=====================================================================
SECURITIES AND EXCHANGE COMMISSION
WASHINGTON, D.C. 20549
------------------------------------
AMENDMENT NO. 14*
to
SCHEDULE 14D-9
SOLICITATION/RECOMMENDATION STATEMENT
Pursuant to Section 14(d)(4)
of the Securities Exchange Act of 1934
------------------------------------
CONRAIL INC.
(Name of Subject Company)
------------------------------------
CONRAIL INC.
(Name of Person(s) Filing Statement)
------------------------------------
Common Stock, par value $1.00 per share
(including the associated Common Stock Purchase Rights)
(Title of Class of Securities)
208368 10 0
(CUSIP Number of Class of Securities)
------------------------------------
Series A ESOP Convertible Junior Preferred Stock, without par value
(including the associated Common Stock Purchase Rights)
(Title of Class of Securities)
N/A
(CUSIP Number of Class of Securities)
------------------------------------
James D. McGeehan
Corporate Secretary
Conrail Inc.
2001 Market Street
Two Commerce Square
Philadelphia, Pennsylvania 19101
(215) 209-4000
(Name, Address and Telephone Number of Person Authorized to Receive
Notices and Communications on Behalf of the Person(s) Filing Statement)
With a copy to:
Robert A. Kindler, Esq.
Cravath, Swaine & Moore
Worldwide Plaza
825 Eighth Avenue
New York, New York 10019
(212) 474-1000
(*) Representing the final amendment hereto.
=====================================================================
<PAGE>
INTRODUCTION
Conrail Inc. ("Conrail") hereby amends and
supplements its Solicitation/ Recommendation Statement on
Schedule 14D-9, originally filed on December 6, 1996, and
amended on December 12, 1996, December 20, 1996, January 3,
1997, January 10, 1997, January 14, 1997, January 16, 1997,
January 21, 1997, January 28, 1997, February 3, 1997,
February 12, 1997, March 7, 1997 and April 10, 1997 (as
amended, the "CSX Schedule 14D-9") with respect to an offer
by Green Acquisition Corp., a Pennsylvania corporation
("Purchaser") and a wholly owned subsidiary of CSX
Corporation, a Virginia corporation ("CSX"), to purchase up
to an aggregate of 18,344,845 Shares of Conrail.
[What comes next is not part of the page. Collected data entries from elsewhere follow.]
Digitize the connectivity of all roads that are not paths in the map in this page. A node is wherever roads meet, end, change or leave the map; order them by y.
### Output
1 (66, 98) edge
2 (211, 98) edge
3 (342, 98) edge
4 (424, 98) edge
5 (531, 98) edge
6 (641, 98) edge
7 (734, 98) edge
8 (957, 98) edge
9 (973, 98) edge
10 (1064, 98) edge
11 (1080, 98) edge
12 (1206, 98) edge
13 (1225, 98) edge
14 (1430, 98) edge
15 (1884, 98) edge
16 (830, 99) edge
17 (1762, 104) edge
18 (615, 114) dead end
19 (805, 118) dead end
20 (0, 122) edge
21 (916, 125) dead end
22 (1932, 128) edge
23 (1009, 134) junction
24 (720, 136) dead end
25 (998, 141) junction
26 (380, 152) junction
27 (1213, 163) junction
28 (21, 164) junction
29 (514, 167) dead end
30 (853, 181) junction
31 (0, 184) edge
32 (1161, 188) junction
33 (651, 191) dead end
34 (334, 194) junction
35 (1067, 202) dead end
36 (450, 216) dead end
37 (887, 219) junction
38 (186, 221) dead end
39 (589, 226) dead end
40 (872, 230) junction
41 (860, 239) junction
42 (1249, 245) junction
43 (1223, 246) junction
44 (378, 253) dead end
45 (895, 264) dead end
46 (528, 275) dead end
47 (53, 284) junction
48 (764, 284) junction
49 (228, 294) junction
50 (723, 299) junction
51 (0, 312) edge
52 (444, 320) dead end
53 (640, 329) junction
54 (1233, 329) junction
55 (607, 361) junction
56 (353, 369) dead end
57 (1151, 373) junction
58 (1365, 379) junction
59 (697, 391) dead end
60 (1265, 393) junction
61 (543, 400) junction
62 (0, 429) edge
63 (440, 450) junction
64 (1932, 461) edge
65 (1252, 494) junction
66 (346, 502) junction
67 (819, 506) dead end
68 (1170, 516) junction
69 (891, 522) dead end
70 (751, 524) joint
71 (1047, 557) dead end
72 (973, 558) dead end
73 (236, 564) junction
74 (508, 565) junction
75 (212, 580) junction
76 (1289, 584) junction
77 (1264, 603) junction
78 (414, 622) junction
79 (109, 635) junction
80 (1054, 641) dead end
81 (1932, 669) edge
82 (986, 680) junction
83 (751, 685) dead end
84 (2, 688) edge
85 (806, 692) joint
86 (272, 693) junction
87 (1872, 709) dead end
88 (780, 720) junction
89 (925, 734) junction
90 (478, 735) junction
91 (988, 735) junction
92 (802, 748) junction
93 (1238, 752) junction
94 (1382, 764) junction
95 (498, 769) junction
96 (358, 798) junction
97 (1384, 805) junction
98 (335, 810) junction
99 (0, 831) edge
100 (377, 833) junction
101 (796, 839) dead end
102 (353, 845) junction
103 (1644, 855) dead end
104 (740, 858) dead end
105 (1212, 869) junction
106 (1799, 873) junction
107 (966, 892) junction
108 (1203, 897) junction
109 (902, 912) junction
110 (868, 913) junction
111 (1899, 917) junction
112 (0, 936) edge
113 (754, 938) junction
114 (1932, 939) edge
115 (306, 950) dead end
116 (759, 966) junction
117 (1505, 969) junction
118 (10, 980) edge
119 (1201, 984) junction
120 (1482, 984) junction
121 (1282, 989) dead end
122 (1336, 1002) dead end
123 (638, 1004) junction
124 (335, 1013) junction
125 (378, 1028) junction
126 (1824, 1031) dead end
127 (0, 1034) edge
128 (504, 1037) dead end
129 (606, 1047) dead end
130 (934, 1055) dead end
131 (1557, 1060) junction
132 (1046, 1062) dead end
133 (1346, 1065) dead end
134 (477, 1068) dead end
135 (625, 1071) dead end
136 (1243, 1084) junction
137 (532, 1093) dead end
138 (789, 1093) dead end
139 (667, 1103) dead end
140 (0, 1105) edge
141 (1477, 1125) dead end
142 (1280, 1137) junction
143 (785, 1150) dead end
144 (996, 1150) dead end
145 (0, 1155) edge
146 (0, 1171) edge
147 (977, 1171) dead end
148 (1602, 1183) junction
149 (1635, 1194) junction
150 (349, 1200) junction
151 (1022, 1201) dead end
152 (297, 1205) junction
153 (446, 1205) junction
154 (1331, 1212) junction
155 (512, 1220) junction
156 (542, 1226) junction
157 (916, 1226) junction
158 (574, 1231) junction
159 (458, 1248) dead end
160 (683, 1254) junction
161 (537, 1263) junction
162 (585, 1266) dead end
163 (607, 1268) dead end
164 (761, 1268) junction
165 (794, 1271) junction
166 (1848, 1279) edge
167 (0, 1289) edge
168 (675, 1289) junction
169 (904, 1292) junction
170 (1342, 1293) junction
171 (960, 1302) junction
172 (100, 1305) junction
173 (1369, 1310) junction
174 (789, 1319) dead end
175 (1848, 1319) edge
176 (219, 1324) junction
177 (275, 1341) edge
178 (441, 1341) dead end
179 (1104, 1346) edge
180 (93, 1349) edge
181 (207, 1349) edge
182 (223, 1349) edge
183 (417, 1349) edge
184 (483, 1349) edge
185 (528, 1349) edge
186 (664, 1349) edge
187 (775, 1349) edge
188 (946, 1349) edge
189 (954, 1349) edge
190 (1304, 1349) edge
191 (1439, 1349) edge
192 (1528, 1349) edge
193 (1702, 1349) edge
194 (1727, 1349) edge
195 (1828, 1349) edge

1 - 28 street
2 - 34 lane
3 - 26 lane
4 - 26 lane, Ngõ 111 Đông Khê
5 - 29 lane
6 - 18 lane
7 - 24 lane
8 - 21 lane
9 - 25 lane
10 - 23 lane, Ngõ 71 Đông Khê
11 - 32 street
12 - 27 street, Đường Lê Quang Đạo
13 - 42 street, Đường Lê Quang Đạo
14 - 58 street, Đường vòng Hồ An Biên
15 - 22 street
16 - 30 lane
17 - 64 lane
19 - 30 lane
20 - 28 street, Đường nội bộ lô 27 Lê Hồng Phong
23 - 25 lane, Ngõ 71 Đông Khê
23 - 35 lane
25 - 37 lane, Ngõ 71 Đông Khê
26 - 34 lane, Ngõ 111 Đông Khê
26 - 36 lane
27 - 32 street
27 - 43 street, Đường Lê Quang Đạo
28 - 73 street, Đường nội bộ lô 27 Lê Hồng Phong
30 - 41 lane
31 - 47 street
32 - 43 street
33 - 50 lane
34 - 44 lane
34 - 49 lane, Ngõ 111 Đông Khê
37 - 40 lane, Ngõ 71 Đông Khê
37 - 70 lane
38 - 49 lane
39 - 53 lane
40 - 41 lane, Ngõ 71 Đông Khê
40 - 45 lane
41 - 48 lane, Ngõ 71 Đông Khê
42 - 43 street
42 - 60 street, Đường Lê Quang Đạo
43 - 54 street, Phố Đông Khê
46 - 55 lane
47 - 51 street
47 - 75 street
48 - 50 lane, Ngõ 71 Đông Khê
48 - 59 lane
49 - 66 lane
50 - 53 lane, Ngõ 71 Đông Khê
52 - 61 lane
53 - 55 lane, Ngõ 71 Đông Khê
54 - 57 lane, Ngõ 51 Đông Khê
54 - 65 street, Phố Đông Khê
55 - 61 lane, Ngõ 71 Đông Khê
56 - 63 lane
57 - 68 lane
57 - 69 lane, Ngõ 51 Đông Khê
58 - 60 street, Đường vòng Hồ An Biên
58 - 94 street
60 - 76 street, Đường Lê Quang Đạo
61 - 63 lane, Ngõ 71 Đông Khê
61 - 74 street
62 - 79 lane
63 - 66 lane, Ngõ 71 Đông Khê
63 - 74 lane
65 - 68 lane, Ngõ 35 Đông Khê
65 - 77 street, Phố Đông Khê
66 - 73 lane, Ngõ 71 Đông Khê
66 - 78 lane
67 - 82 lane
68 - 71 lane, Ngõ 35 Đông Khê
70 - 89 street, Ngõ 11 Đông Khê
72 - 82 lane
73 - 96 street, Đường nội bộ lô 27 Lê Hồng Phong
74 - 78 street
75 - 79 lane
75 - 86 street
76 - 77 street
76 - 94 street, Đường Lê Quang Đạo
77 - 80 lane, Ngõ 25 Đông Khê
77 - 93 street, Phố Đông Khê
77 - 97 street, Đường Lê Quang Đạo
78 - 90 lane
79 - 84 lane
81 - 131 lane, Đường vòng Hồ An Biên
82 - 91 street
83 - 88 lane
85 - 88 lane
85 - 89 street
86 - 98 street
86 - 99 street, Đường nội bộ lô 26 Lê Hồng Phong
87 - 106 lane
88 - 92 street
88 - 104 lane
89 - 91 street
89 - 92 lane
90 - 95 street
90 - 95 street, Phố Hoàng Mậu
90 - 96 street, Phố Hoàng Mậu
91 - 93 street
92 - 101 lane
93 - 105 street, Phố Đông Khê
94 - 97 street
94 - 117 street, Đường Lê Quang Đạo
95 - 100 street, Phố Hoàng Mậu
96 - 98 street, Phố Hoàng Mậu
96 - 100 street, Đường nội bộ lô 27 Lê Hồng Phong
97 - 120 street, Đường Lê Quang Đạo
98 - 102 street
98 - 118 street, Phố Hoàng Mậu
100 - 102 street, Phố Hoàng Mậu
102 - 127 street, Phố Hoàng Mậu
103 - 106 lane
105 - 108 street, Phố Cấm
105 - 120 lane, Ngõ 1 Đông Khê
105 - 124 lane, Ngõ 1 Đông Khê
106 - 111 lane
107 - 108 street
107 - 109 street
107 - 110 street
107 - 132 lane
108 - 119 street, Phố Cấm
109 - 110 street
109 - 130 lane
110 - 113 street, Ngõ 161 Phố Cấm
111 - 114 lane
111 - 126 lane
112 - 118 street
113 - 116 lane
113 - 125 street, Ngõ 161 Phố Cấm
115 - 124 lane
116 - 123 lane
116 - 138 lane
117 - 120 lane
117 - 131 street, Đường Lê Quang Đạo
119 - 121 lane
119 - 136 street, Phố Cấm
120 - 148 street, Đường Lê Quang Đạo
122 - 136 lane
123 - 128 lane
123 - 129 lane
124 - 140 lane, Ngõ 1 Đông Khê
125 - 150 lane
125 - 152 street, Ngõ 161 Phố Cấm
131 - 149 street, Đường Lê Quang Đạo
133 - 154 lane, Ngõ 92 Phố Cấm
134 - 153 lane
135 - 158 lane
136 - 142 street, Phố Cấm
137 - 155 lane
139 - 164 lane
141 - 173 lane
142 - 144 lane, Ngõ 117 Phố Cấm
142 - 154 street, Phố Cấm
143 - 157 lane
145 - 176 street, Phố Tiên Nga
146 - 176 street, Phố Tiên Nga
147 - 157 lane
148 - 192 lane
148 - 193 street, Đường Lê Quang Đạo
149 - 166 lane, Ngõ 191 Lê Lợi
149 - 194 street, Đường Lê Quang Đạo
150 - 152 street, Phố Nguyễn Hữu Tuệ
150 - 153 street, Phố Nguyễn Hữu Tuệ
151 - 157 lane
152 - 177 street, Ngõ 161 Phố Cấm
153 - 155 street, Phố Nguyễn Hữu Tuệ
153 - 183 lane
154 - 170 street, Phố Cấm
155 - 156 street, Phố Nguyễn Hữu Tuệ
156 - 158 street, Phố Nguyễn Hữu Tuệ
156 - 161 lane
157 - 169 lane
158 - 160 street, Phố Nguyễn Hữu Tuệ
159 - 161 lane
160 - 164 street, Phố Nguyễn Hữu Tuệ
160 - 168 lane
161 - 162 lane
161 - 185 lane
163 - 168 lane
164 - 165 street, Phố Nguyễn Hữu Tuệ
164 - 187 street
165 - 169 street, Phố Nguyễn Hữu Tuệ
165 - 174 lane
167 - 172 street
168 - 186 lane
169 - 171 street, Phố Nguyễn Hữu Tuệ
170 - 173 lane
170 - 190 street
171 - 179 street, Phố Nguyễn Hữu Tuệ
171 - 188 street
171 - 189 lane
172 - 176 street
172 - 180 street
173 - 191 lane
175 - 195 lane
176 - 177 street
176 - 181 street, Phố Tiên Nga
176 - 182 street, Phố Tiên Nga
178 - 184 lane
Capitalized
terms not defined herein have the meanings assigned thereto
in the CSX Schedule 14D-9.
Item 8. Additional Information to be Furnished.
Item 8 of the CSX Schedule 14D-9 is hereby amended
and supplemented by adding the following text thereto:
Following expiration of the Offer at 5:00 pm, New
York City time, on May 23, 1997, Purchaser, CSX and Norfolk
filed an amendment to the Schedule 14D-1 in which they stated
that Purchaser has been informed by the depositary for the
Offer that 57,407,389 Shares (including 8,937,900 Shares
tendered pursuant to guaranteed delivery procedures),
representing approximately 94% of Shares not already owned by
Purchaser, CSX or Norfolk, were tendered pursuant to the
Offer.
<PAGE>
SIGNATURE
After due inquiry and to the best of my knowledge
and belief, I certify that the information set forth in this
statement is true, complete and correct.
CONRAIL INC.
By /s/ John A. McKelvey
---------------------------
Name: John A. McKelvey
Title: Senior Vice President--
Finance
Dated as of May 29, 1997
<PAGE>
EXHIBIT INDEX
Page
Exhibit Description No.
*(a)(1) Offer to Purchase dated December 6, 1996
(incorporated by reference to Exhibit (a)(1)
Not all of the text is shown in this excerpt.